Each line of the data must be reproduced as it appears.

━━━━━━━━

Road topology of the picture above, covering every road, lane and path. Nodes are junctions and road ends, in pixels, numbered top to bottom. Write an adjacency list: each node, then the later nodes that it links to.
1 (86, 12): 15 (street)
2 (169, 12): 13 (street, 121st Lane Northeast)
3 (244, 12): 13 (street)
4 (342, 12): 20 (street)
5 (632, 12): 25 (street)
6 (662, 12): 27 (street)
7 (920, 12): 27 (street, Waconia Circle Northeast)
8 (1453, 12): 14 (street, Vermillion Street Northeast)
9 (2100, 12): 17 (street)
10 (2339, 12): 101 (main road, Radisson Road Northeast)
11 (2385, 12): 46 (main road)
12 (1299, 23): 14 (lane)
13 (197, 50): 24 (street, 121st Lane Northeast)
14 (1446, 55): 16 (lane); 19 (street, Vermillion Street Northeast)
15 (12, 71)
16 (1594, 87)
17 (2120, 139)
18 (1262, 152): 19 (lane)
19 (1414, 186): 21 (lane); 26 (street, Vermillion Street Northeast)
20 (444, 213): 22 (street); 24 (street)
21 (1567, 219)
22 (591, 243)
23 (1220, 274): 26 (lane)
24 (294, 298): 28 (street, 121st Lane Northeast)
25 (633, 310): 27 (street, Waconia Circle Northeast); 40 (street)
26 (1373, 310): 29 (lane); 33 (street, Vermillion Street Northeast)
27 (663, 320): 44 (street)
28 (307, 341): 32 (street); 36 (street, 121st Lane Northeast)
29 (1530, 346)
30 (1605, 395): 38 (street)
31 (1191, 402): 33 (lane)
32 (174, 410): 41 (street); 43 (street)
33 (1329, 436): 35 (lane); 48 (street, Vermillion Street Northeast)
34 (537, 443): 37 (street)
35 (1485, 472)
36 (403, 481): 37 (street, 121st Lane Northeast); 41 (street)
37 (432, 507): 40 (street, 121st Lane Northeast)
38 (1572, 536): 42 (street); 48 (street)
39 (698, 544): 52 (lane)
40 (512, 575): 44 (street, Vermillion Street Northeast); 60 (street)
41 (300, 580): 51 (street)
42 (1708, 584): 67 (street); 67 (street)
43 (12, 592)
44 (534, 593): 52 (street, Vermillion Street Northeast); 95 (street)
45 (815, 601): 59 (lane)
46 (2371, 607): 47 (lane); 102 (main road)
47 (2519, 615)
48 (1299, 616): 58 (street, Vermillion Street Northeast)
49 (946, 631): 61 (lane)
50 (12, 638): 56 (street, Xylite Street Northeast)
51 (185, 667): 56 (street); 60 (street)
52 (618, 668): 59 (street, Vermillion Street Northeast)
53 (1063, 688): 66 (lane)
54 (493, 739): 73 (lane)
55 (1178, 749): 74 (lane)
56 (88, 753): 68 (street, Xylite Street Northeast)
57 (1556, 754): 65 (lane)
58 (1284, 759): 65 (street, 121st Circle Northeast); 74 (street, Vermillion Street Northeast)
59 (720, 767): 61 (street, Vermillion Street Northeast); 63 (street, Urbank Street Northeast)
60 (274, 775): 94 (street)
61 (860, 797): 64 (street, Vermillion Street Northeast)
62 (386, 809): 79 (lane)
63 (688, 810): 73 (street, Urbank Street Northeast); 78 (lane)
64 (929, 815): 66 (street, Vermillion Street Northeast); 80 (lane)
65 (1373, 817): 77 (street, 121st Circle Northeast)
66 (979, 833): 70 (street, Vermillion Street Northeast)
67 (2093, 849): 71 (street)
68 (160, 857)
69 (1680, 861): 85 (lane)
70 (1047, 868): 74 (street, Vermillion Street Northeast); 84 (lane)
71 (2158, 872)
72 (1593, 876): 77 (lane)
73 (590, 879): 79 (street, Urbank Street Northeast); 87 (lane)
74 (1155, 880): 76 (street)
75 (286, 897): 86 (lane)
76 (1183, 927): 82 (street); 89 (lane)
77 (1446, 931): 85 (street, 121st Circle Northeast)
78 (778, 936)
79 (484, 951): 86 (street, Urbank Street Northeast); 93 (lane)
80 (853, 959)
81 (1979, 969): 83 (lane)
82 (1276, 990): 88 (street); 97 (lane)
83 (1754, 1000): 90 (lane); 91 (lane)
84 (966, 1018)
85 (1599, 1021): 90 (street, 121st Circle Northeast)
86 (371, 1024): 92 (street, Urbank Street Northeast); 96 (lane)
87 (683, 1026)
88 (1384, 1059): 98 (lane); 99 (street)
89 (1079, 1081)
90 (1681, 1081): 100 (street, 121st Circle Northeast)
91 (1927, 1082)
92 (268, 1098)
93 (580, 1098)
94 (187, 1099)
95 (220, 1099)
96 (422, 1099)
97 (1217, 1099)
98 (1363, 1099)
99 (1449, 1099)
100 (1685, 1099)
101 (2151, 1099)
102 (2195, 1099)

━━━━━━━━

▶ _Task output_:
Road topology of the picture above, covering every road, lane and path. Nodes are junctions and road ends, in pixels, numbered top to bottom. Write an adjacency list: each node, then the later nodes that it links to.
1 (86, 12): 15 (street)
2 (169, 12): 13 (street, 121st Lane Northeast)
3 (244, 12): 13 (street)
4 (342, 12): 20 (street)
5 (632, 12): 25 (street)
6 (662, 12): 27 (street)
7 (920, 12): 27 (street, Waconia Circle Northeast)
8 (1453, 12): 14 (street, Vermillion Street Northeast)
9 (2100, 12): 17 (street)
10 (2339, 12): 101 (main road, Radisson Road Northeast)
11 (2385, 12): 46 (main road)
12 (1299, 23): 14 (lane)
13 (197, 50): 24 (street, 121st Lane Northeast)
14 (1446, 55): 16 (lane); 19 (street, Vermillion Street Northeast)
15 (12, 71)
16 (1594, 87)
17 (2120, 139)
18 (1262, 152): 19 (lane)
19 (1414, 186): 21 (lane); 26 (street, Vermillion Street Northeast)
20 (444, 213): 22 (street); 24 (street)
21 (1567, 219)
22 (591, 243)
23 (1220, 274): 26 (lane)
24 (294, 298): 28 (street, 121st Lane Northeast)
25 (633, 310): 27 (street, Waconia Circle Northeast); 40 (street)
26 (1373, 310): 29 (lane); 33 (street, Vermillion Street Northeast)
27 (663, 320): 44 (street)
28 (307, 341): 32 (street); 36 (street, 121st Lane Northeast)
29 (1530, 346)
30 (1605, 395): 38 (street)
31 (1191, 402): 33 (lane)
32 (174, 410): 41 (street); 43 (street)
33 (1329, 436): 35 (lane); 48 (street, Vermillion Street Northeast)
34 (537, 443): 37 (street)
35 (1485, 472)
36 (403, 481): 37 (street, 121st Lane Northeast); 41 (street)
37 (432, 507): 40 (street, 121st Lane Northeast)
38 (1572, 536): 42 (street); 48 (street)
39 (698, 544): 52 (lane)
40 (512, 575): 44 (street, Vermillion Street Northeast); 60 (street)
41 (300, 580): 51 (street)
42 (1708, 584): 67 (street); 67 (street)
43 (12, 592)
44 (534, 593): 52 (street, Vermillion Street Northeast); 95 (street)
45 (815, 601): 59 (lane)
46 (2371, 607): 47 (lane); 102 (main road)
47 (2519, 615)
48 (1299, 616): 58 (street, Vermillion Street Northeast)
49 (946, 631): 61 (lane)
50 (12, 638): 56 (street, Xylite Street Northeast)
51 (185, 667): 56 (street); 60 (street)
52 (618, 668): 59 (street, Vermillion Street Northeast)
53 (1063, 688): 66 (lane)
54 (493, 739): 73 (lane)
55 (1178, 749): 74 (lane)
56 (88, 753): 68 (street, Xylite Street Northeast)
57 (1556, 754): 65 (lane)
58 (1284, 759): 65 (street, 121st Circle Northeast); 74 (street, Vermillion Street Northeast)
59 (720, 767): 61 (street, Vermillion Street Northeast); 63 (street, Urbank Street Northeast)
60 (274, 775): 94 (street)
61 (860, 797): 64 (street, Vermillion Street Northeast)
62 (386, 809): 79 (lane)
63 (688, 810): 73 (street, Urbank Street Northeast); 78 (lane)
64 (929, 815): 66 (street, Vermillion Street Northeast); 80 (lane)
65 (1373, 817): 77 (street, 121st Circle Northeast)
66 (979, 833): 70 (street, Vermillion Street Northeast)
67 (2093, 849): 71 (street)
68 (160, 857)
69 (1680, 861): 85 (lane)
70 (1047, 868): 74 (street, Vermillion Street Northeast); 84 (lane)
71 (2158, 872)
72 (1593, 876): 77 (lane)
73 (590, 879): 79 (street, Urbank Street Northeast); 87 (lane)
74 (1155, 880): 76 (street)
75 (286, 897): 86 (lane)
76 (1183, 927): 82 (street); 89 (lane)
77 (1446, 931): 85 (street, 121st Circle Northeast)
78 (778, 936)
79 (484, 951): 86 (street, Urbank Street Northeast); 93 (lane)
80 (853, 959)
81 (1979, 969): 83 (lane)
82 (1276, 990): 88 (street); 97 (lane)
83 (1754, 1000): 90 (lane); 91 (lane)
84 (966, 1018)
85 (1599, 1021): 90 (street, 121st Circle Northeast)
86 (371, 1024): 92 (street, Urbank Street Northeast); 96 (lane)
87 (683, 1026)
88 (1384, 1059): 98 (lane); 99 (street)
89 (1079, 1081)
90 (1681, 1081): 100 (street, 121st Circle Northeast)
91 (1927, 1082)
92 (268, 1098)
93 (580, 1098)
94 (187, 1099)
95 (220, 1099)
96 (422, 1099)
97 (1217, 1099)
98 (1363, 1099)
99 (1449, 1099)
100 (1685, 1099)
101 (2151, 1099)
102 (2195, 1099)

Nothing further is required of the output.